Определенная общность и общение присуще всему «универсуму», всему сотворенному миру. Восточная христианская богословская традиция в особенности подчеркивает эту всемирную космическую сопричастность, «симфонию» бытия. В высших проявлениях своих это взаимопонимание человека и мира действительно поднимается до подлинного общения — не случайно в житиях святых и востока, и запада немало историй о том, как они находили общий язык с животными: вспомним хотя бы о св. Франциске, проповедующем птицам. Уважение к природе — это уважение тайны бытия, некоторой «сакральности», священности всего сотворенного. Эгоистическое господство разрушает эту тайну не случайно использование природы Сауроном и Саруманом нередко вызывает у читателя ощущение «осквернения» и даже, своего рода, «святотатства». В противоположность этому у эльфов и других благих героев Толкина мы видим проявление именно любовного уважения к другим и к иному‚ ко всему в мире.
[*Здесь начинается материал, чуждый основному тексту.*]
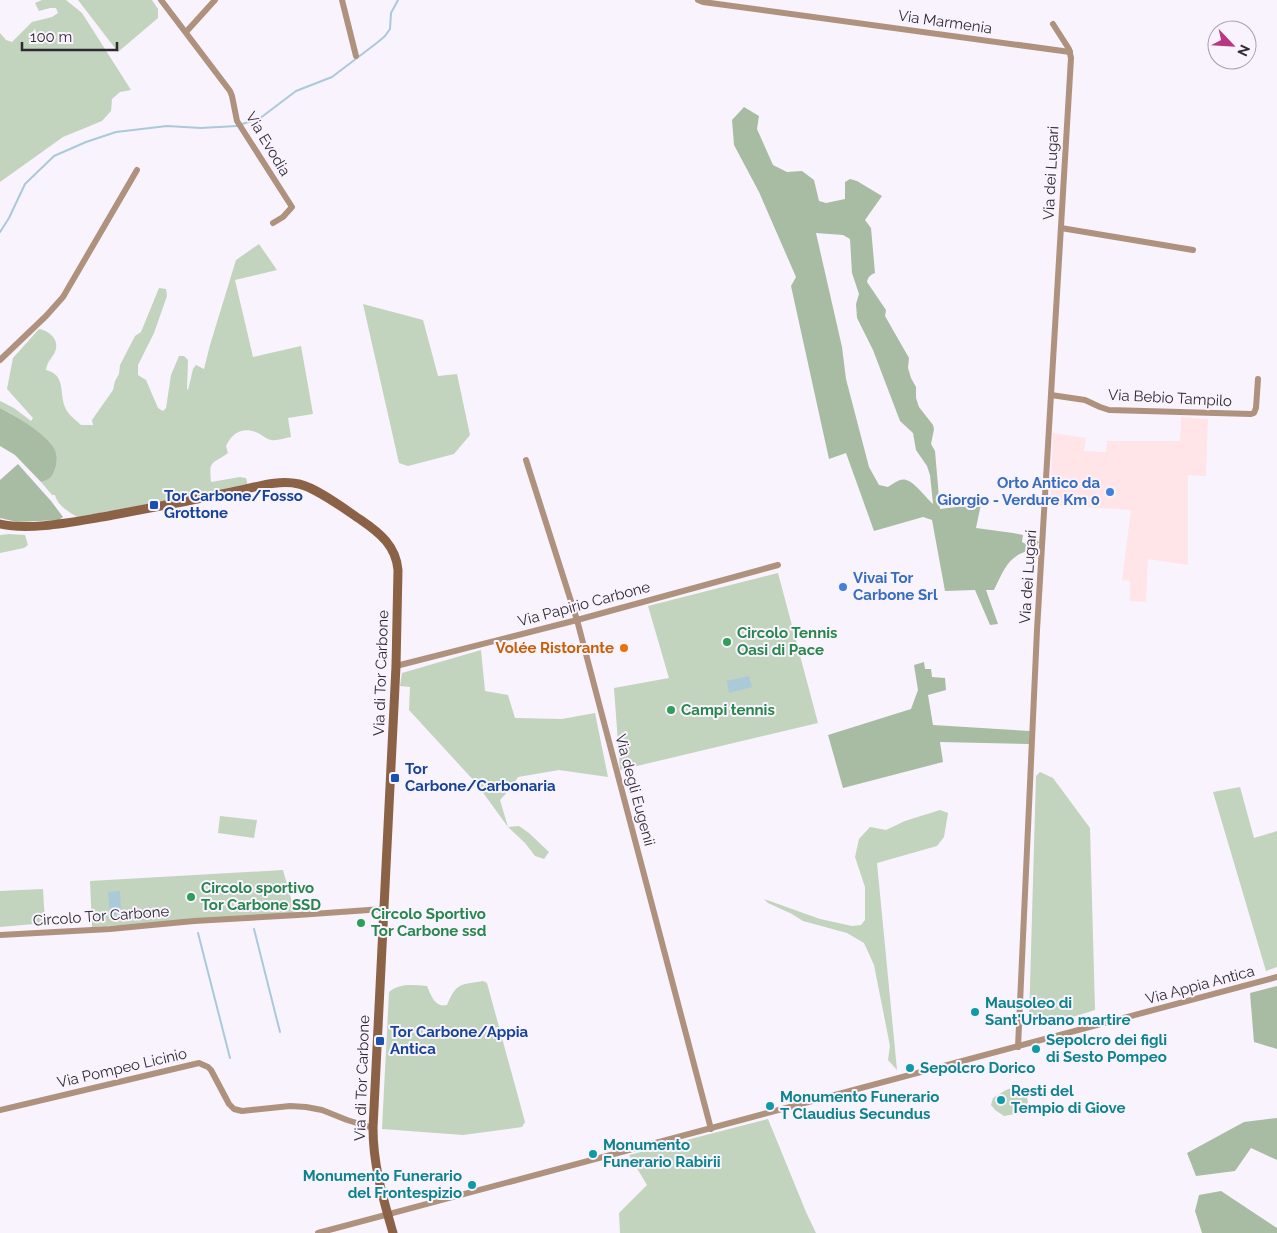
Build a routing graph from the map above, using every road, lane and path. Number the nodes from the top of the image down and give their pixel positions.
1 (161, 0) edge
2 (215, 0) edge
3 (342, 0) edge
4 (698, 0) edge
5 (1053, 24) dead end
6 (186, 32) junction
7 (1070, 52) junction
8 (356, 56) dead end
9 (137, 170) dead end
10 (273, 223) dead end
11 (1061, 228) junction
12 (1193, 250) dead end
13 (0, 360) edge
14 (1258, 379) dead end
15 (1051, 395) junction
16 (526, 460) dead end
17 (0, 524) edge
18 (778, 565) dead end
19 (577, 620) junction
20 (396, 666) junction
21 (384, 909) junction
22 (0, 935) edge
23 (1277, 978) edge
24 (1018, 1047) junction
25 (0, 1110) edge
26 (373, 1128) junction
27 (711, 1129) junction
28 (388, 1215) junction
29 (318, 1233) edge
30 (393, 1233) edge

1 - 6 street, Via Evodia
2 - 6 street
3 - 8 street
4 - 7 street, Via Marmenia
5 - 7 street
6 - 10 street, Via Evodia
7 - 11 street, Via dei Lugari
9 - 13 street
11 - 12 street
11 - 15 street, Via dei Lugari
14 - 15 street, Via Bebio Tampilo
15 - 24 street, Via dei Lugari
16 - 19 street, Via degli Eugenii
17 - 20 main road, Via di Tor Carbone
18 - 19 street, Via Papirio Carbone
19 - 20 street, Via Papirio Carbone
19 - 27 street, Via degli Eugenii
20 - 21 main road, Via di Tor Carbone
21 - 22 street, Circolo Tor Carbone
21 - 26 main road, Via di Tor Carbone
23 - 24 street, Via Appia Antica
24 - 27 street, Via Appia Antica
25 - 26 street, Via Pompeo Licinio
26 - 28 main road, Via di Tor Carbone
27 - 28 street, Via Appia Antica
28 - 29 street, Via Appia Antica
28 - 30 main road, Via di Tor Carbone

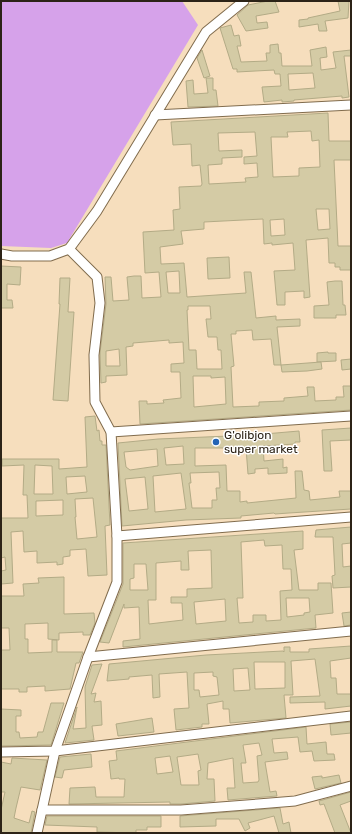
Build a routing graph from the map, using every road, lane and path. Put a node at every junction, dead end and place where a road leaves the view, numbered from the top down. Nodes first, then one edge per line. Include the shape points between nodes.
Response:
1 (244, 1) edge
2 (351, 105) edge
3 (155, 115) junction
4 (69, 250) junction
5 (1, 254) edge
6 (351, 416) edge
7 (111, 432) junction
8 (351, 517) edge
9 (117, 536) junction
10 (351, 631) edge
11 (88, 657) junction
12 (351, 716) edge
13 (55, 751) junction
14 (1, 752) edge
15 (351, 786) edge
16 (42, 810) junction
17 (37, 833) edge

1 - 3 street via 206,32
2 - 3 street
3 - 4 street via 97,211
4 - 5 street via 50,256
4 - 7 street via 97,277 100,303 94,355 95,402
6 - 7 street
7 - 9 street
8 - 9 street
9 - 11 street via 117,582
10 - 11 street
11 - 13 street
12 - 13 street
13 - 14 street
13 - 16 street
15 - 16 street via 295,801 250,805 181,810
16 - 17 street

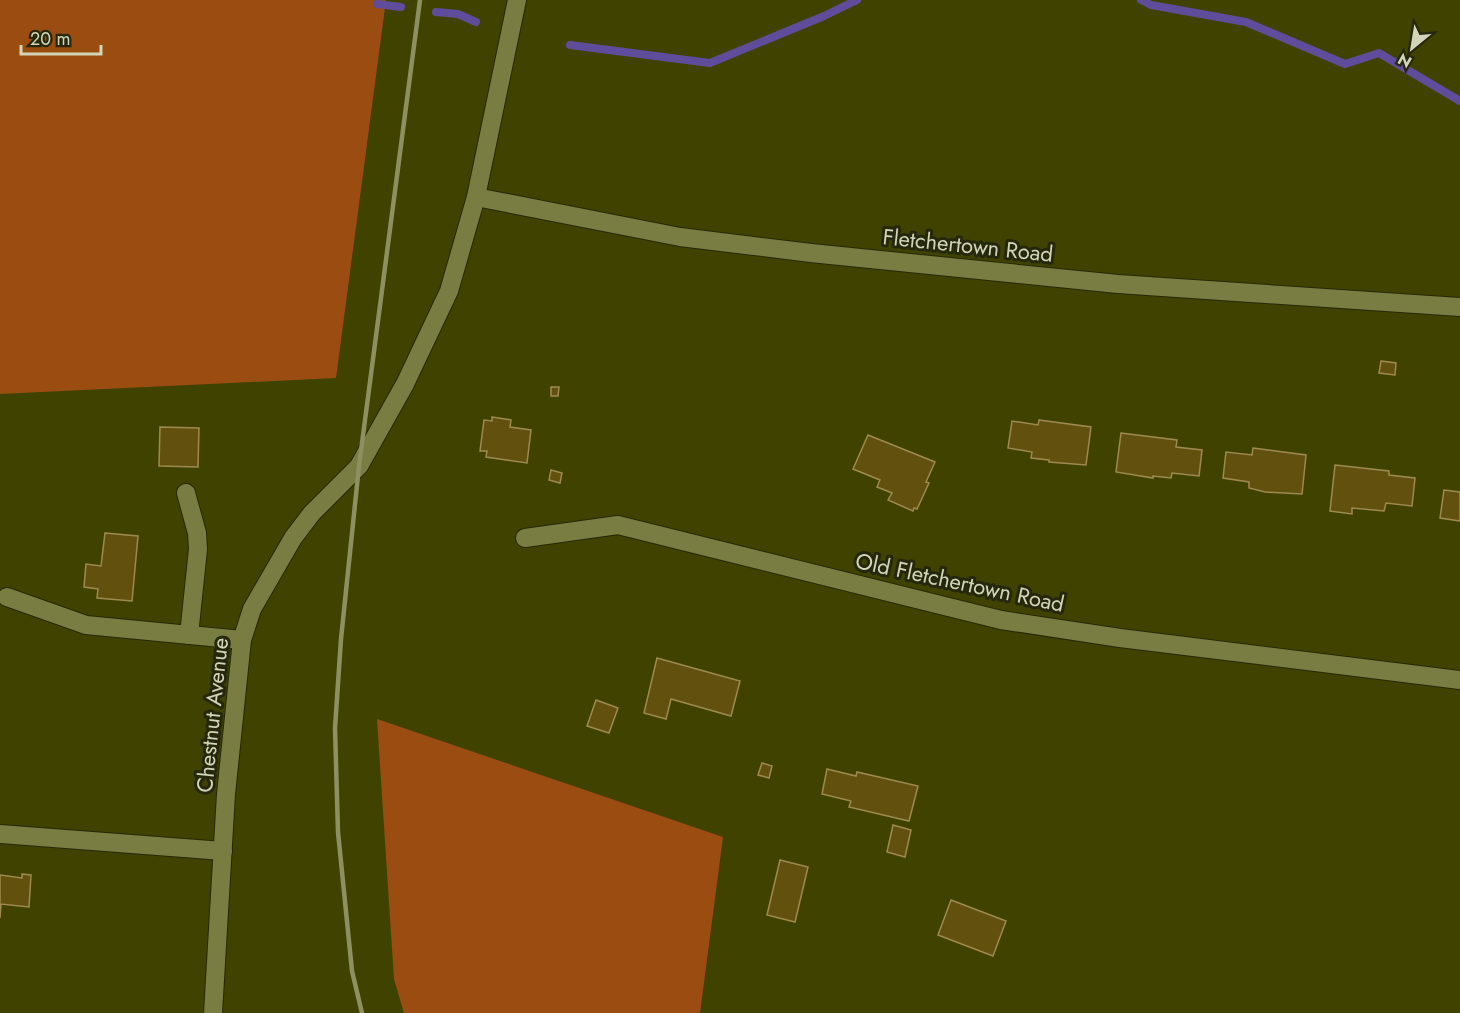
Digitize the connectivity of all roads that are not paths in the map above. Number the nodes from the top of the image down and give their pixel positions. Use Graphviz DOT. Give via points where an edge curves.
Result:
graph roads {
  1 [pos="517,0"];
  2 [pos="476,197"];
  3 [pos="1460,307"];
  4 [pos="186,493"];
  5 [pos="525,538"];
  6 [pos="7,597"];
  7 [pos="189,635"];
  8 [pos="242,640"];
  9 [pos="1460,680"];
  10 [pos="0,834"];
  11 [pos="223,851"];
  12 [pos="213,1013"];
  1 -- 2 [label="street, Chestnut Avenue"];
  2 -- 3 [label="street, Fletchertown Road" via="680,237 811,253 1118,284"];
  2 -- 8 [label="street, Chestnut Avenue" via="449,291 405,384 359,466 293,538 252,609"];
  4 -- 7 [label="street" via="198,549"];
  5 -- 9 [label="street, Old Fletchertown Road" via="618,525 1001,620"];
  6 -- 7 [label="street" via="86,625"];
  7 -- 8 [label="street"];
  8 -- 11 [label="street, Chestnut Avenue"];
  10 -- 11 [label="street"];
  11 -- 12 [label="street, Chestnut Avenue"];
}
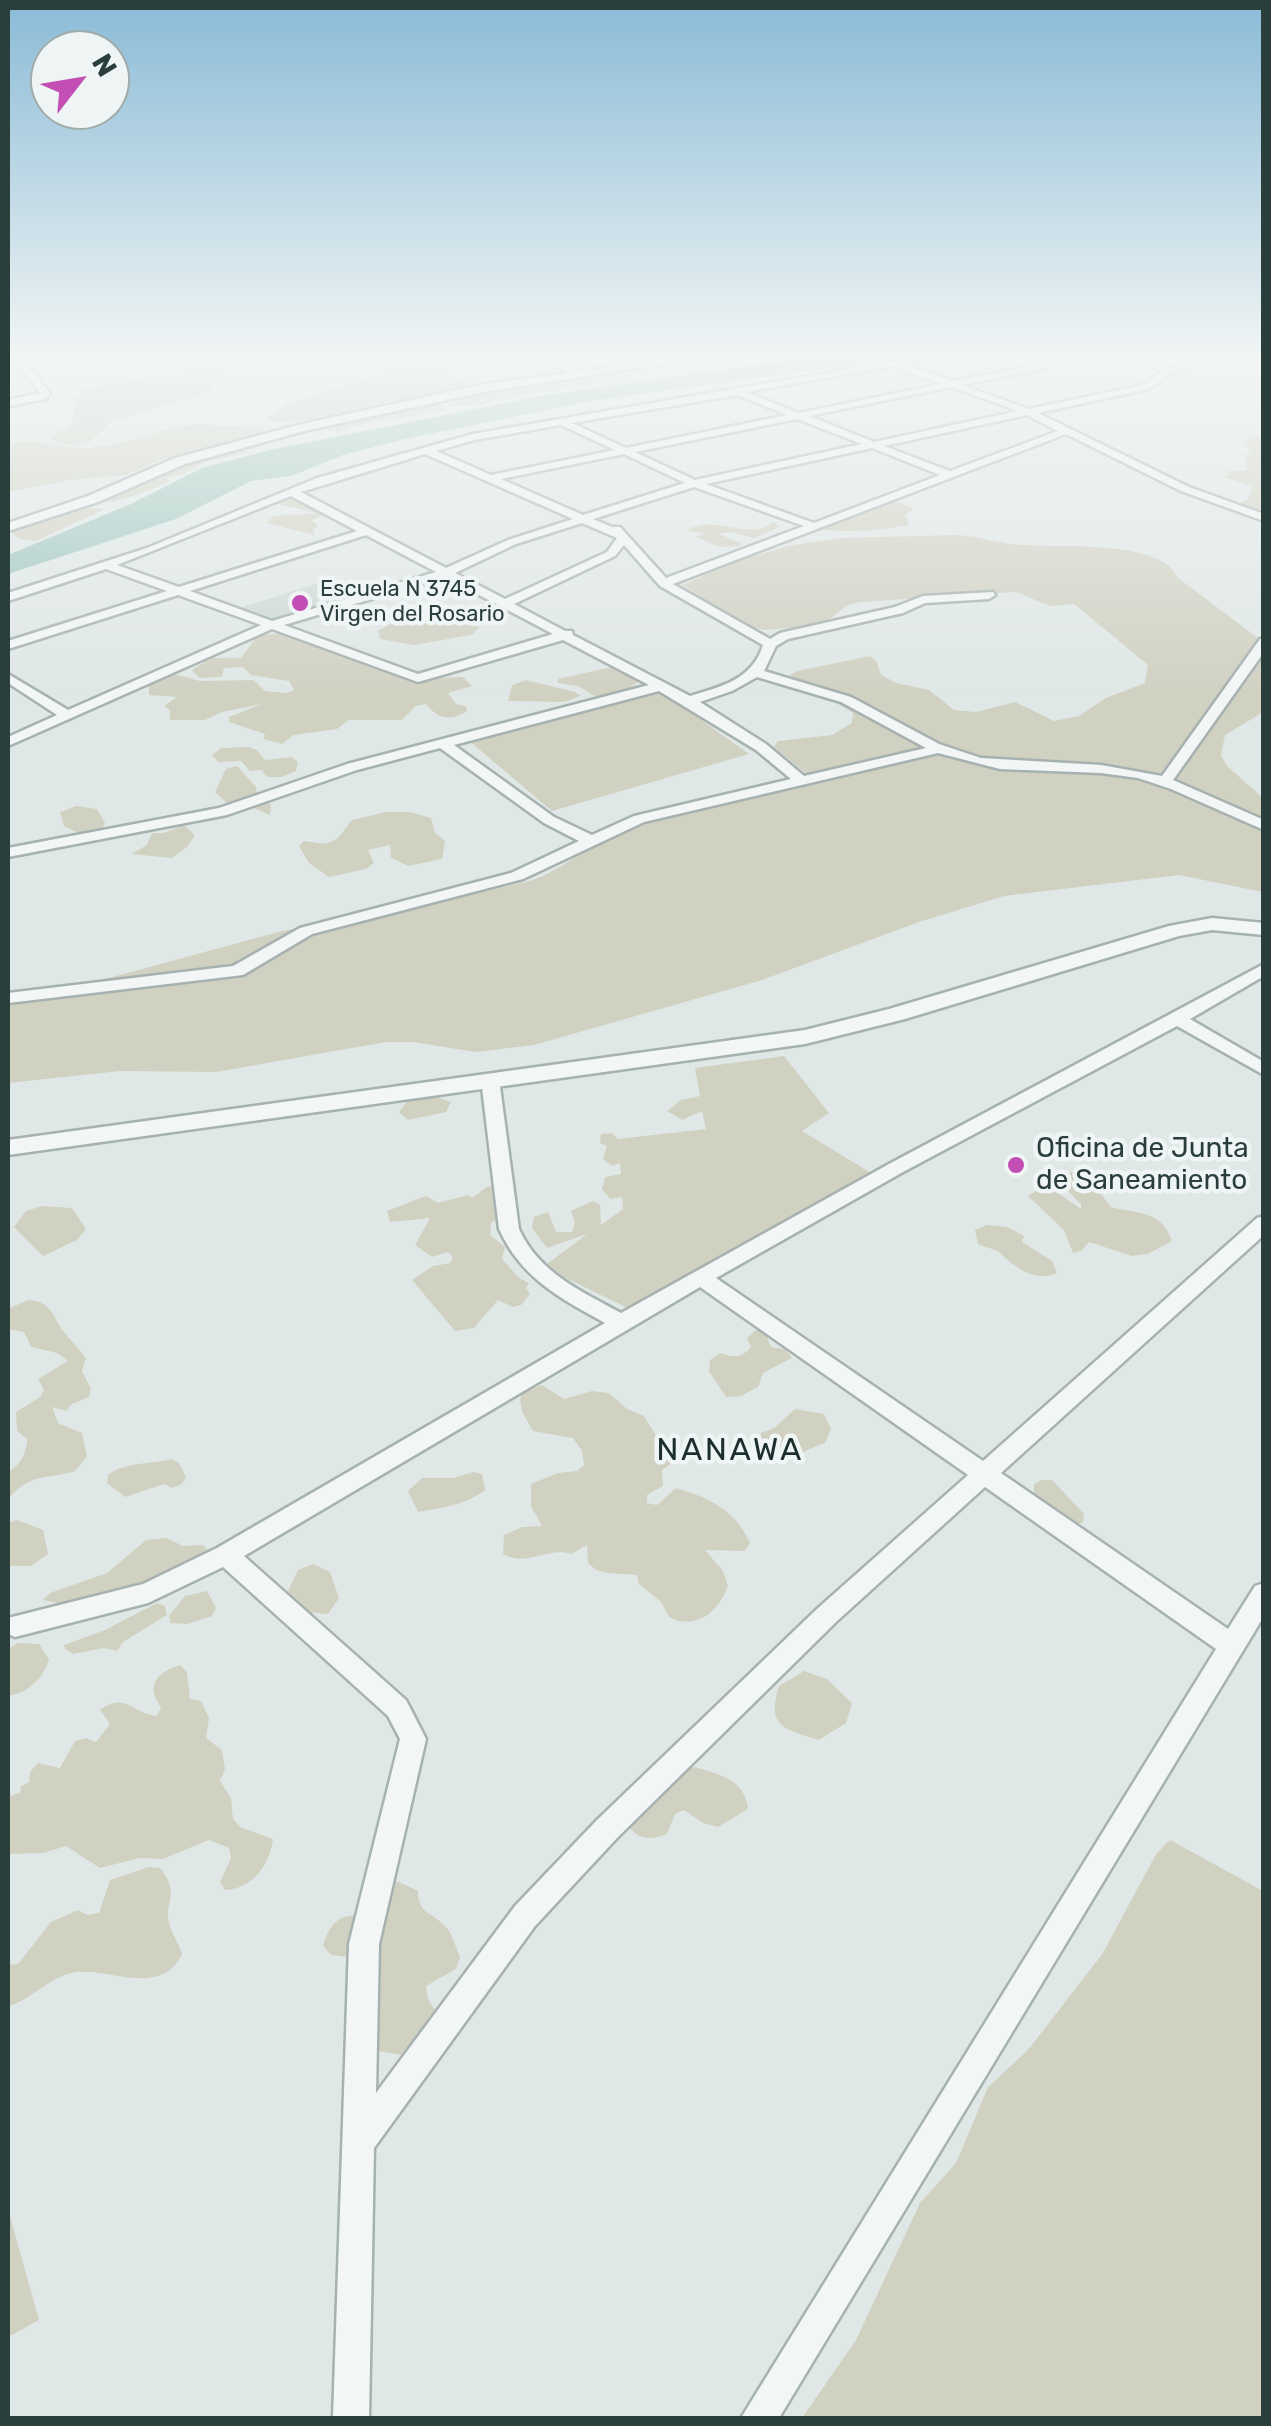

Этот перечень «малых» добродетелей толкиновской истории можно было бы продолжить. Все они известны христианской традиции и ценятся ею. Разумеется, Толкин не планировал создать по- учительно–назидательное повествование. Но из его писем видно, что он немало размышлял о «малых» добродетелях, ценил их и, конечно, не случайно отводит им существенное место в своих книгах. «Властелину Колец» присуще замечательно гармоничное, целостное сочетание «великого» и «малого», единение высокого и повседневного и признание их ценности и достоинства, — особенность, которая глубоко созвучна подлинному христианскому духу, духовности Церкви. И эта особенность — не случайна. Это естественное следствие глубокой христианской веры автора, и его мировоззрения, проникнутого этой верой.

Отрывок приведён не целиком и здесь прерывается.